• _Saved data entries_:
-----

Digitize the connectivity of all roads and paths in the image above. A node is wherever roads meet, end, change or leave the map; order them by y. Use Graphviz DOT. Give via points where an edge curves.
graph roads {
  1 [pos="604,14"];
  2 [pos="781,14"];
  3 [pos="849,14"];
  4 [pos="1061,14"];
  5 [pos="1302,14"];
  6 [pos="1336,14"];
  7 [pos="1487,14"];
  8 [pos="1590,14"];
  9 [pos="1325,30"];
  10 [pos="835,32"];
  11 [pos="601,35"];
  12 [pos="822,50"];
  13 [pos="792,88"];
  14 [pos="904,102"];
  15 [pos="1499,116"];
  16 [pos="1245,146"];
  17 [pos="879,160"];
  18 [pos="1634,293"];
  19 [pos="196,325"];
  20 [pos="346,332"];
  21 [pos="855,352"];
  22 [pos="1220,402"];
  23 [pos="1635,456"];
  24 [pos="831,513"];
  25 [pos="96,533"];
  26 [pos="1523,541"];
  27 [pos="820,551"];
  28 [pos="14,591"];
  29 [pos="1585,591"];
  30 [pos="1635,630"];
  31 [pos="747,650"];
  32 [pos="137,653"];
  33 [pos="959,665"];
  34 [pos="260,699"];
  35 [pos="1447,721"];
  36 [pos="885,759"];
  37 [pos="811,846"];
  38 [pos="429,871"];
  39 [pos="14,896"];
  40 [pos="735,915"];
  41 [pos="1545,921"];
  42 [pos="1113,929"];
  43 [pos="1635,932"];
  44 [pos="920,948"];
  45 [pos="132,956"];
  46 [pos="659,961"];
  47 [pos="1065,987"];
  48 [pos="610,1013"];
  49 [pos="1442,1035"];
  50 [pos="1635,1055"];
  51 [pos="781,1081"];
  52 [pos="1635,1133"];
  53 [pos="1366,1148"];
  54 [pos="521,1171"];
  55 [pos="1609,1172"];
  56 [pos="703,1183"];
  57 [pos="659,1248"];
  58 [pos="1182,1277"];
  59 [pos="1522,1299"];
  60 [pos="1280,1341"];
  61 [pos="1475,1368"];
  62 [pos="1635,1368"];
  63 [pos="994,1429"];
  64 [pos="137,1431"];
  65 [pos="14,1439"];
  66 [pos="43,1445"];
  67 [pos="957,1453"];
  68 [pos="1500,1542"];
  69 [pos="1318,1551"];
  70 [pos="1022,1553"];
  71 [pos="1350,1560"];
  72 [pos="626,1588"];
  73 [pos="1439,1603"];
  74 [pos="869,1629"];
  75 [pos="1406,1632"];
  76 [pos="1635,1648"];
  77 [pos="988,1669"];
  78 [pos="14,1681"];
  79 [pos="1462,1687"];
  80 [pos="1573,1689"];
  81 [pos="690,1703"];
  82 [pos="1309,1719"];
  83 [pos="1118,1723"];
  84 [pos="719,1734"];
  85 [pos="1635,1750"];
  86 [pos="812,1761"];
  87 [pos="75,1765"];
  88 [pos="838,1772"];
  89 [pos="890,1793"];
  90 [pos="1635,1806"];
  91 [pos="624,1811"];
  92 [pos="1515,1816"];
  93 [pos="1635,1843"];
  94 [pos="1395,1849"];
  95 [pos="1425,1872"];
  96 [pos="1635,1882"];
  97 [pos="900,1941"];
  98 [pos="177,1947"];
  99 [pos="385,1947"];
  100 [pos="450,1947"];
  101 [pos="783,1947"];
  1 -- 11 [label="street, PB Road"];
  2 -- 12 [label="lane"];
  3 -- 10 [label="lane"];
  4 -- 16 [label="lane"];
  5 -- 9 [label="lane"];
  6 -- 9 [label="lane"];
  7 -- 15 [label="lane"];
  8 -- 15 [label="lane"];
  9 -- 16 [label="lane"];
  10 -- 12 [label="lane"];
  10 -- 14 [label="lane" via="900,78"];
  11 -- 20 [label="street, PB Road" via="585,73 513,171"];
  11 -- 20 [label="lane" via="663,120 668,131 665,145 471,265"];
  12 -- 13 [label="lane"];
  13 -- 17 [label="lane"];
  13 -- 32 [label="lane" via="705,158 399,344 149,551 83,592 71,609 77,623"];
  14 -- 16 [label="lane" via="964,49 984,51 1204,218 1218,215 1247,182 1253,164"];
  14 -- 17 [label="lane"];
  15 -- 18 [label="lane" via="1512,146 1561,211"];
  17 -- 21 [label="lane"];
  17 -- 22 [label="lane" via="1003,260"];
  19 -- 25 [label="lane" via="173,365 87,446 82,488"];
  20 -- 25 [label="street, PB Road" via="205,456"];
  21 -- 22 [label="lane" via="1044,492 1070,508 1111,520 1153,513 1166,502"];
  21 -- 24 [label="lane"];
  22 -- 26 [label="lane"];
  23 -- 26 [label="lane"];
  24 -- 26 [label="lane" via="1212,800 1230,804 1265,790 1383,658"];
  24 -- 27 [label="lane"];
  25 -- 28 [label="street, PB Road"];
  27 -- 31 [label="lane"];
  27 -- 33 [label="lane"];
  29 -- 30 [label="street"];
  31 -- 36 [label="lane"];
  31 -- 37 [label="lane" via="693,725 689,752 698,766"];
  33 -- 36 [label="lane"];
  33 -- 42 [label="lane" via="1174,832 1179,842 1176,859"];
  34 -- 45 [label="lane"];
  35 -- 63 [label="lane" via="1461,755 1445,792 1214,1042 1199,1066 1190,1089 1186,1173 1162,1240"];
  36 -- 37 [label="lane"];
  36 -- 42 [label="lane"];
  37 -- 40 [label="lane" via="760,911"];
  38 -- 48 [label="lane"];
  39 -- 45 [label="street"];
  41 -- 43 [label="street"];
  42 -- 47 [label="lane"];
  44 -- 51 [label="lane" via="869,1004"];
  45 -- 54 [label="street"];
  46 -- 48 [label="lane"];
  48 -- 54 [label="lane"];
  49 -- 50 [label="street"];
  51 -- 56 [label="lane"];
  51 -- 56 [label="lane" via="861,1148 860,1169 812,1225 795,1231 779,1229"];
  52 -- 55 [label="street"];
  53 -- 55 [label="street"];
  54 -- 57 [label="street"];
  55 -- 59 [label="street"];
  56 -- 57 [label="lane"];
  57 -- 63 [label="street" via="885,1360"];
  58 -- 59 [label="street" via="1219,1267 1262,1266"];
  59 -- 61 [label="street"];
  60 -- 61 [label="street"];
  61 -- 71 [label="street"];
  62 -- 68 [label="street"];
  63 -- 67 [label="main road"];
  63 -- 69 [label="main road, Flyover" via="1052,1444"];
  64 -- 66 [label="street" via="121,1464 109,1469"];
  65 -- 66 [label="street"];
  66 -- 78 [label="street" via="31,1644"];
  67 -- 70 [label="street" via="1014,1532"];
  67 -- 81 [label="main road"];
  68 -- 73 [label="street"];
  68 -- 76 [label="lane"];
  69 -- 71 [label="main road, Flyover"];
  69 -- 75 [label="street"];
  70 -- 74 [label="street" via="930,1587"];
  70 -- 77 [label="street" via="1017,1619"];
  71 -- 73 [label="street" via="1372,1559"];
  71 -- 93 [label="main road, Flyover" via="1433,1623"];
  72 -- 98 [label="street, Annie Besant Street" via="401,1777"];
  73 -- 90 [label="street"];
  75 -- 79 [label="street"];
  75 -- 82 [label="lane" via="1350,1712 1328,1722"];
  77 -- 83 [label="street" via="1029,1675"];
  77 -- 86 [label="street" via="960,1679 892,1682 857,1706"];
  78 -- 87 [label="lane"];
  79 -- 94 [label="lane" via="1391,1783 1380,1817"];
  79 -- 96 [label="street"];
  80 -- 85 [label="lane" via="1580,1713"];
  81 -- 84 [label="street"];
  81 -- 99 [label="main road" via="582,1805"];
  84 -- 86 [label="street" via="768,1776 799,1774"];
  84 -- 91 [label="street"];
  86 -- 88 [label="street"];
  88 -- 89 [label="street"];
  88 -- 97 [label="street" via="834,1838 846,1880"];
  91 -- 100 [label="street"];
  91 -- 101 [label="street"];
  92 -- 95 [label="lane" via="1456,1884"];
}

-----

• _Problem statement_:
Whenever the string "main" shows up in a line of the records, copy that line.

• _Solution to this problem_:
  63 -- 67 [label="main road"];
  63 -- 69 [label="main road, Flyover" via="1052,1444"];
  67 -- 81 [label="main road"];
  69 -- 71 [label="main road, Flyover"];
  71 -- 93 [label="main road, Flyover" via="1433,1623"];
  81 -- 99 [label="main road" via="582,1805"];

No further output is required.